Macedonian Bulgarian revolutionary and teacher

Petar (Pere) Naumov Toshev (Петър (Пере) Наумов Тошев, Петар (Пере) Наумов Тошев; 1865–1912) was a Bulgarian teacher and revolutionary and an activist of the Internal Macedonian-Adrianople Revolutionary Organization. In North Macedonia he is considered an ethnic Macedonian revolutionary.

== Early life ==
Toshev was born in the town of Prilep, then part of the Ottoman Empire. He studied at the Bulgarian Exarchate's school in Prilep and the Bulgarian Men's High School of Thessaloniki. Later Pere attended the Gymnazium in Plovdiv, capital of the recently created Eastern Rumelia.
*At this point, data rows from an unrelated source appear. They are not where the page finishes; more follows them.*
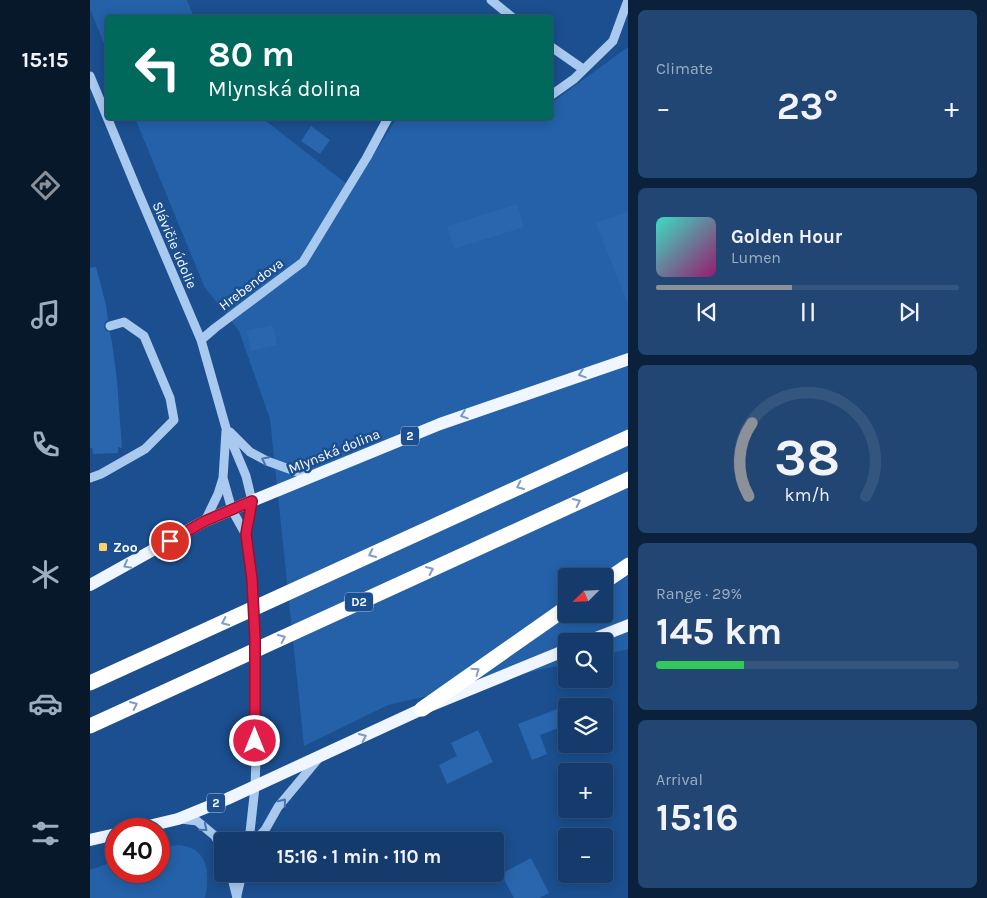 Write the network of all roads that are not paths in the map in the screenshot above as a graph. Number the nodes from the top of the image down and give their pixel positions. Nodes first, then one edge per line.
1 (491, 0) edge
2 (628, 0) edge
3 (509, 15) edge
4 (553, 48) edge
5 (583, 70) junction
6 (90, 76) edge
7 (553, 94) edge
8 (105, 112) edge
9 (108, 120) edge
10 (387, 120) edge
11 (110, 326) dead end
12 (201, 340) junction
13 (628, 359) edge
14 (226, 428) junction
15 (628, 437) edge
16 (310, 477) junction
17 (90, 478) edge
18 (223, 478) junction
19 (628, 479) edge
20 (252, 501) junction
21 (232, 510) junction
22 (205, 521) junction
23 (246, 534) junction
24 (628, 565) edge
25 (613, 576) edge
26 (90, 585) edge
27 (558, 614) edge
28 (628, 624) edge
29 (607, 633) edge
30 (558, 653) edge
31 (90, 683) edge
32 (422, 709) junction
33 (90, 726) edge
34 (319, 758) junction
35 (255, 787) junction
36 (178, 818) junction
37 (170, 820) edge
38 (250, 832) edge
39 (263, 832) edge
40 (214, 835) edge
41 (105, 837) edge
42 (90, 840) edge
43 (233, 882) edge
44 (240, 882) edge
45 (237, 898) edge

1 - 3 street
2 - 5 street
4 - 5 street
5 - 7 street
6 - 8 street, Slávičie údolie
9 - 12 street, Slávičie údolie
10 - 12 street, Hrebendova
11 - 17 street
12 - 14 street, Slávičie údolie
13 -> 16 main road, Mlynská dolina / 2
16 -> 14 street, Slávičie údolie
14 - 18 street, Slávičie údolie
14 - 20 street, Slávičie údolie
15 -> 31 highway
16 - 20 main road, Mlynská dolina / 2
18 - 21 street, Slávičie údolie
18 - 22 street, Slávičie údolie
33 -> 19 highway, D2
20 - 21 main road, Mlynská dolina / 2
20 - 23 street
21 - 22 main road, Mlynská dolina / 2
21 - 23 street, Slávičie údolie
22 -> 26 main road, Mlynská dolina / 2
23 - 35 street, bridge
24 - 25 highway
32 -> 27 highway
28 - 29 main road
30 - 32 main road
34 -> 32 main road, 2
34 - 35 main road, 2
39 -> 34 street
35 - 36 main road, 2
35 - 38 street
36 - 37 main road, 2
36 -> 40 street
41 - 42 main road
43 - 45 street
44 - 45 street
Here he joined the Bulgarian Secret Central Revolutionary Committee founded in 1885. The original purpose of the committee was to gain autonomy for the region of Macedonia (then called Western Rumelia), but it played an important role in the organization of the Unification of Bulgaria and Eastern Rumelia. During the Serbo-Bulgarian War of 1885, he joined the Bulgarian Army as a volunteer. During 1885–1890 Pere Toshev and Andrey Lyapchev organised a series of secret meetings in the villages around Plovdiv. They decided to organize a new Macedonian-Adrianople liberation organization. In 1890, they were on an intelligence touring through Macedonia.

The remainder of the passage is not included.